What is being asked: Images do not belong in the copy; retype the rest of the entries below exactly.

##### Given data

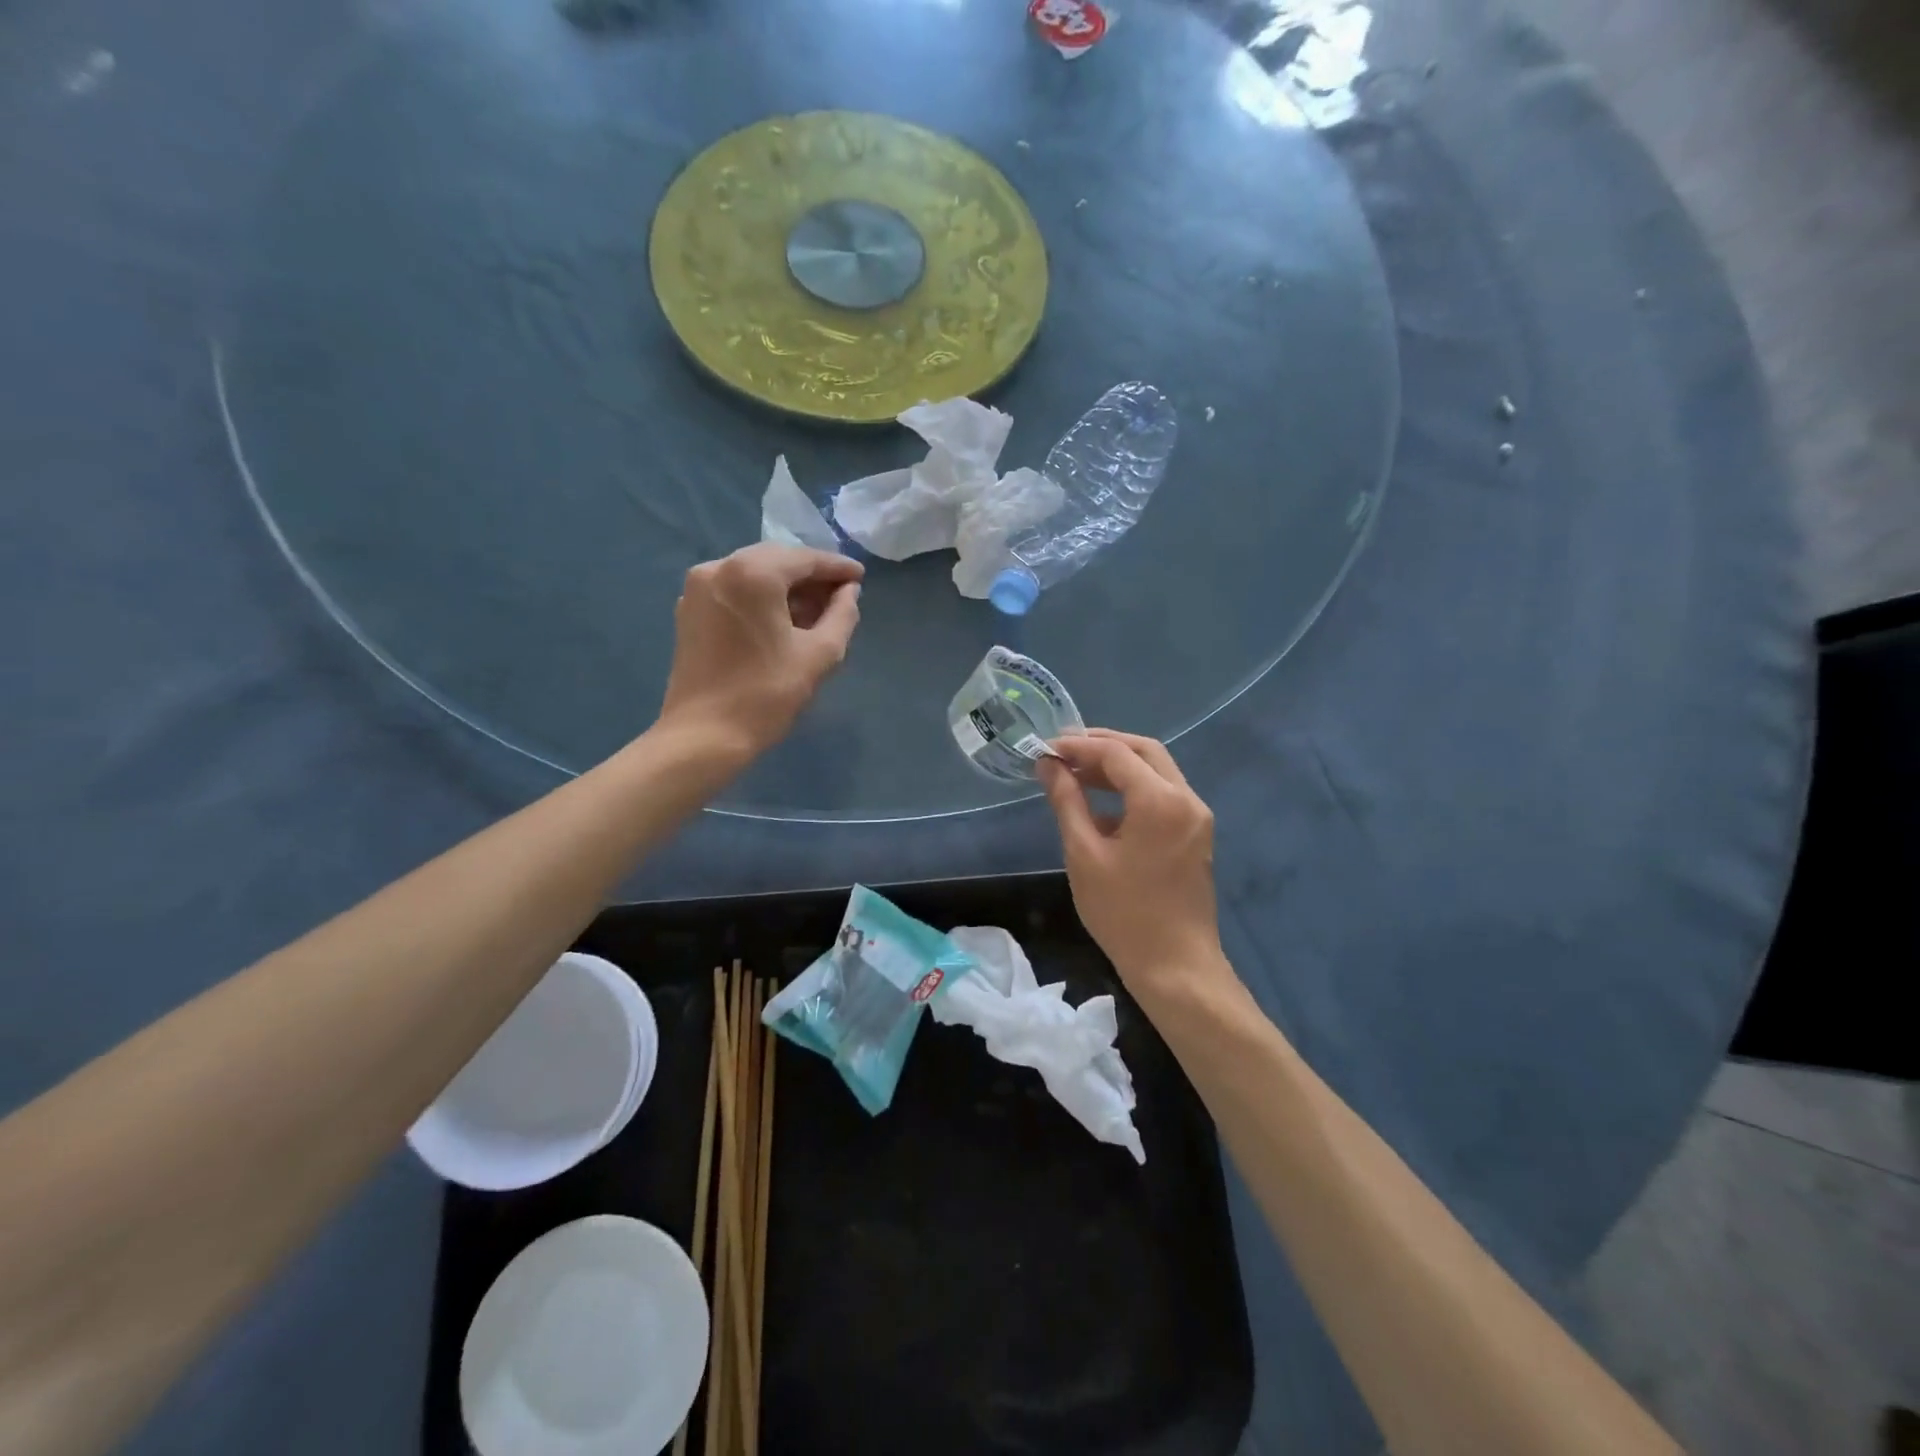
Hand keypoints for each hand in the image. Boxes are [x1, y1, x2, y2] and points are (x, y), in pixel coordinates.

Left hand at [658, 544, 862, 759]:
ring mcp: (698, 588)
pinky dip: (761, 598)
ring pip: (753, 574)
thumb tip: (849, 591)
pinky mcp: (689, 611)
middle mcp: (719, 567)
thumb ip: (842, 614)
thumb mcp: (820, 654)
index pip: (805, 559)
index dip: (837, 568)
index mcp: (752, 573)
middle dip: (810, 575)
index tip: (860, 577)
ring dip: (786, 587)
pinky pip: (734, 591)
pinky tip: (782, 620)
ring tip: (816, 611)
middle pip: (776, 560)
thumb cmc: (767, 694)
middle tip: (841, 594)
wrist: (704, 736)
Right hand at [1038, 730, 1230, 999]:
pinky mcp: (1196, 834)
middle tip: (1063, 751)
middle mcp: (1186, 798)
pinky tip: (1101, 805)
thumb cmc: (1124, 913)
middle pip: (1144, 751)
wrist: (1176, 966)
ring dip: (1118, 766)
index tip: (1045, 749)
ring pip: (1156, 771)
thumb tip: (1048, 764)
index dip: (1078, 746)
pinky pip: (1164, 794)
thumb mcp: (1084, 854)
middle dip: (1102, 746)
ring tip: (1076, 773)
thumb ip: (1067, 801)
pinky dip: (1133, 788)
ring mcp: (1196, 816)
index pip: (1116, 753)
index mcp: (1160, 800)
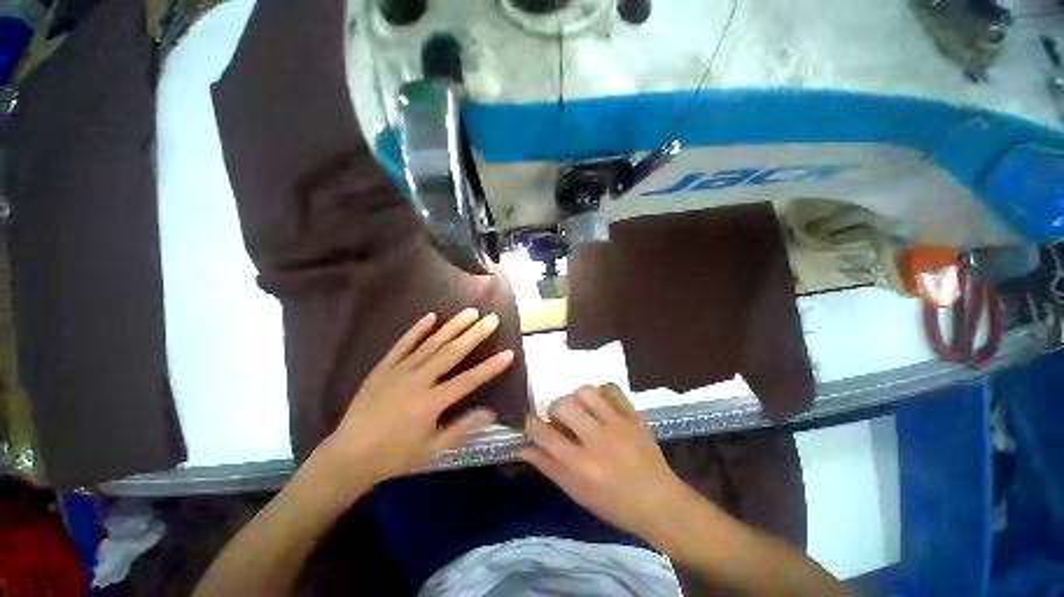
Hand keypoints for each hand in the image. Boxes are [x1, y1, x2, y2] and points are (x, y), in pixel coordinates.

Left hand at [318, 309, 513, 486]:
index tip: (509, 352)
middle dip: (475, 334)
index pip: (468, 380)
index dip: (490, 367)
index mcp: (431, 403)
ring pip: (431, 343)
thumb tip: (491, 412)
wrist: (348, 455)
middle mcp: (418, 381)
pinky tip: (431, 316)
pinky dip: (417, 329)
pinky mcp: (383, 367)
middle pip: (452, 353)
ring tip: (470, 311)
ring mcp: (399, 371)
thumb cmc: (395, 455)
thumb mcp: (432, 449)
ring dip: (453, 326)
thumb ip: (462, 428)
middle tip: (492, 319)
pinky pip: (402, 344)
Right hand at [519, 385, 692, 541]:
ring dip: (576, 398)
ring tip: (581, 410)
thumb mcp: (577, 493)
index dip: (531, 425)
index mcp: (581, 465)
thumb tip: (522, 448)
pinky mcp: (633, 415)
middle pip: (563, 405)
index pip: (544, 434)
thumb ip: (548, 467)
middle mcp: (597, 439)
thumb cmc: (614, 504)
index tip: (532, 424)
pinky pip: (611, 388)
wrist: (661, 503)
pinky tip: (600, 404)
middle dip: (554, 409)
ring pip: (585, 391)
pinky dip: (600, 392)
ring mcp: (618, 424)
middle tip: (561, 420)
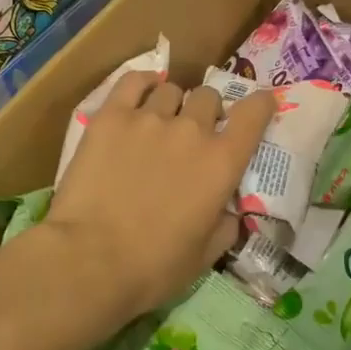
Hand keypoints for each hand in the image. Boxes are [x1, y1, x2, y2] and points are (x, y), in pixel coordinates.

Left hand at [46, 71, 276, 324]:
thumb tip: (228, 212)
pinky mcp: (111, 117)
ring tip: (159, 121)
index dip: (260, 104)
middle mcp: (192, 130)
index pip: (254, 113)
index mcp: (223, 162)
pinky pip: (132, 82)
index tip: (259, 105)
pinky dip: (142, 84)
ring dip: (172, 104)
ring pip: (171, 90)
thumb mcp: (205, 255)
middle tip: (194, 133)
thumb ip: (225, 225)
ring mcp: (149, 118)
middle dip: (207, 111)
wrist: (90, 261)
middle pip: (208, 97)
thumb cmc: (154, 267)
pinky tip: (140, 93)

##########

Task result:
Hand keypoints for each hand in the image. Boxes are [x1, y1, x2, y2] and points are (x, y), in pixel coordinates.

Left hand at [658, 544, 862, 759]:
ring mcp: (698, 588)
pinky dip: (761, 598)
ring pip: (753, 574)
thumb tip: (849, 591)
pinky mcp: (689, 611)
middle mcp: (719, 567)
thumb ip: (842, 614)
thumb mcp: (820, 654)
index pip: (805, 559)
index dip: (837, 568)
index mcp: (752, 573)
middle dip: (810, 575)
index tip: (860, 577)
ring dip: (786, 587)
pinky pip: (734, 591)
pinky tip: (782, 620)
ring tip: (816, 611)
middle pip: (776, 560)
thumb cmc: (767, 694)
middle tip: (841, 594)
wrist: (704, 736)
Right hand at [1038, 730, 1230, 999]:
pinky mcp: (1196, 834)
middle tip: (1063, 751)
middle mcp: (1186, 798)
pinky tip: (1101, 805)
thumb cmc: (1124, 913)
middle pip: (1144, 751)
wrist: (1176, 966)
ring dip: (1118, 766)
index tip: (1045, 749)
ring pip: (1156, 771)
thumb tip: (1048, 764)
index dip: (1078, 746)
pinky pip: (1164, 794)
thumb mcp: (1084, 854)
middle dip: (1102, 746)
ring tip: (1076, 773)
thumb ip: (1067, 801)
pinky dip: (1133, 788)
ring mcp: (1196, 816)
index pip: (1116, 753)
index mcp: (1160, 800)
Hand keypoints for each hand in the image. Boxes are [x1, y1, x2, y2] and points are (x, y), in pixel coordinates.

Left hand at [318, 309, 513, 486]:
index tip: (509, 352)
middle dip: (475, 334)
index pip: (468, 380)
index dip: (490, 367)
index mcp: (431, 403)
ring pip: (431, 343)
thumb tip: (491, 412)
wrist: (348, 455)
middle mcp: (418, 381)
pinky tip: (431, 316)
pinky dip: (417, 329)
pinky mcp: (383, 367)
middle pip: (452, 353)
ring tip: (470, 311)
ring mcp: (399, 371)
thumb cmc: (395, 455)
thumb mcp: (432, 449)
ring dip: (453, 326)
thumb ip: (462, 428)
middle tip: (492, 319)
pinky pip: (402, 344)
Right hand at [519, 385, 692, 541]:
ring dip: (576, 398)
ring tip: (581, 410)
thumb mcp: (577, 493)
index dip: (531, 425)
index mcp: (581, 465)
thumb tip: (522, 448)
pinky mcp: (633, 415)
middle pip: (563, 405)
index pip: (544, 434)
thumb ip: (548, 467)
middle mcp: (597, 439)
thumb cmc: (614, 504)
index tip: (532, 424)
pinky pip: (611, 388)
wrist: (661, 503)
pinky tip: (600, 404)
middle dip: (554, 409)
ring pip: (585, 391)
pinky dip: (600, 392)
ring mcp: (618, 424)
middle tip: (561, 420)
Hand keypoints for each hand in the image. Boxes are [x1, y1, x2, y2] and points are (x, y), in pixel coordinates.

Left hand at [46, 71, 276, 324]:
thumb tip: (228, 212)
pinky mcp: (111, 117)
ring tip: (159, 121)
index dip: (260, 104)
middle mcp: (192, 130)
index pip: (254, 113)
index mcp: (223, 162)
pinky pip: (132, 82)
index tip: (259, 105)
pinky dip: (142, 84)
ring dip: (172, 104)
ring pip: (171, 90)
thumb mcp: (205, 255)
middle tip: (194, 133)
thumb ip: (225, 225)
ring mcp: (149, 118)
middle dip: (207, 111)
wrist: (90, 261)
middle pip: (208, 97)
thumb cmc: (154, 267)
pinky tip: (140, 93)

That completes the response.